Mr Smyth talked about Forestry Commission and perhaps Forest Enterprise staff being brought into the civil service. I have to point out that they already are civil servants. With respect, that reflects some of the misunderstandings that underlie some of this debate.
We have given a detailed statement setting out our plans, which we believe are in the best interests of forestry in Scotland. We have responded to the recommendations of the committee. I have warmly endorsed the proposal for a chief forester and the proposal for a head of professional development. We have confirmed that the conservancies will remain in place, and I have visited every one of them. Silvan house will continue to be the headquarters for the staff of the Forestry Commission. Forest Enterprise offices will remain in situ. We will bring forward further proposals for placement with stakeholders at the national and local levels. From my lengthy engagement over the past 18 months or so with the workforce representatives and from extensive dialogue and engagement with all stakeholders—contrary to what Mr Smyth said—I believe that, although there is not unanimity and there are still some concerns, the majority of stakeholders now believe that the proposals that we brought forward offer a sound basis on which to take forward forestry policy in Scotland and build on the great legacy that we will have bequeathed to us by Forestry Commission Scotland.
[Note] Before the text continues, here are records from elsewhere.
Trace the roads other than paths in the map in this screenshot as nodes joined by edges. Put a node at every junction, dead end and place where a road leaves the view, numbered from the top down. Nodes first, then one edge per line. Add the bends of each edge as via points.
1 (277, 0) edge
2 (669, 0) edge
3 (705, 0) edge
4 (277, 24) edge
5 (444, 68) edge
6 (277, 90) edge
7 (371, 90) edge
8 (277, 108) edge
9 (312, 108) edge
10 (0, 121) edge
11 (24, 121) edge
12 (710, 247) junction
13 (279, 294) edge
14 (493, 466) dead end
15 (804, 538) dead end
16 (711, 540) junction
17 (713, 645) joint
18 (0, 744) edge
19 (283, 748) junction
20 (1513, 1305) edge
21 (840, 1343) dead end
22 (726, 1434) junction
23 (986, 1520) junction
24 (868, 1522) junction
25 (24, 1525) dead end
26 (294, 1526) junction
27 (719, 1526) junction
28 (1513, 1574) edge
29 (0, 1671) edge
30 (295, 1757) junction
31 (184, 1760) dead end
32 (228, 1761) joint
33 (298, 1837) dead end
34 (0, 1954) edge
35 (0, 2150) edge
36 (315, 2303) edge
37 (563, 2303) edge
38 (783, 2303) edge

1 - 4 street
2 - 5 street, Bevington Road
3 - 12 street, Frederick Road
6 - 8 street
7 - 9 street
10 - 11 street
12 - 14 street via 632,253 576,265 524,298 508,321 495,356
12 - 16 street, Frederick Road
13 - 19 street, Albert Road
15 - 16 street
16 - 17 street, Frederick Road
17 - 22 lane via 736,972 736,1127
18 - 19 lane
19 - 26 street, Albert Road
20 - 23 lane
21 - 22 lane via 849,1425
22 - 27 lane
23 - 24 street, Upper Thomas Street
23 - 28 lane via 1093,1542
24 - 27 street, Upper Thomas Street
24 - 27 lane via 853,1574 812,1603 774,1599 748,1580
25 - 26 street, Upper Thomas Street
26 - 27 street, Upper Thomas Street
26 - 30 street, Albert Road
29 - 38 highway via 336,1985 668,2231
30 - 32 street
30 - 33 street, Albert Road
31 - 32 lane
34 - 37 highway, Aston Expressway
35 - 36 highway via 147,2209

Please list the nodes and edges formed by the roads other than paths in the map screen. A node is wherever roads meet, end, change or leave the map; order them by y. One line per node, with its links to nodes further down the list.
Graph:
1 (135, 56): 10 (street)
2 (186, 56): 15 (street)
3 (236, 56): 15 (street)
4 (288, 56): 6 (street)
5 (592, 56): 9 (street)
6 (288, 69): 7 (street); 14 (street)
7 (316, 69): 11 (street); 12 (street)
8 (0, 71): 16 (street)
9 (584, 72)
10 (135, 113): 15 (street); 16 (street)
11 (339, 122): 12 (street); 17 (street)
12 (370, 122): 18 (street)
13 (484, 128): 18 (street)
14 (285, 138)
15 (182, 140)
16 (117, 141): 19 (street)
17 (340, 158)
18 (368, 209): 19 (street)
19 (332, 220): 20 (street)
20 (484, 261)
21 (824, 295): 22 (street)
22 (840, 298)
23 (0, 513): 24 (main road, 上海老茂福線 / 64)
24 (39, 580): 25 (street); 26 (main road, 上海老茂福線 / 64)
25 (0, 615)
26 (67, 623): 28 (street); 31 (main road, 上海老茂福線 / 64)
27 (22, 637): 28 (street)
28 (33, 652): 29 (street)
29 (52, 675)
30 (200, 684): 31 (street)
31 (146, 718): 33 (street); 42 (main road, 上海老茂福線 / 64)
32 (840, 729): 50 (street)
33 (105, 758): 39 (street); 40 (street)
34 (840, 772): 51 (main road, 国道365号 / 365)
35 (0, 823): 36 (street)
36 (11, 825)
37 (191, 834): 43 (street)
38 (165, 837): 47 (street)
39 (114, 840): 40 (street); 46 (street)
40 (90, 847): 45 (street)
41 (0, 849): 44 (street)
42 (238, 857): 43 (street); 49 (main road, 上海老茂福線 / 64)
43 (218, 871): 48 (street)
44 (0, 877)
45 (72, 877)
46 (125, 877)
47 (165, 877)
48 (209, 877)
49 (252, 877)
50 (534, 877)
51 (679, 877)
In particular, the staff with whose representatives I have engaged do not wish the delay that would be pursuant upon us rejecting the options that the committee was apparently happy for us to accept and flesh out and instead agreeing to proposals that were made at the last minute of the parliamentary process, which has led to the unnecessary complexity of the debate this afternoon. If Parliament is so minded, we will make a two-agency system work, and I am confident that the staff in both agencies would be at the heart of government.
Amendment 23, by agreement, withdrawn.
Amendment 39 moved—[Claudia Beamish].
Amendment 39A moved—[Stewart Stevenson].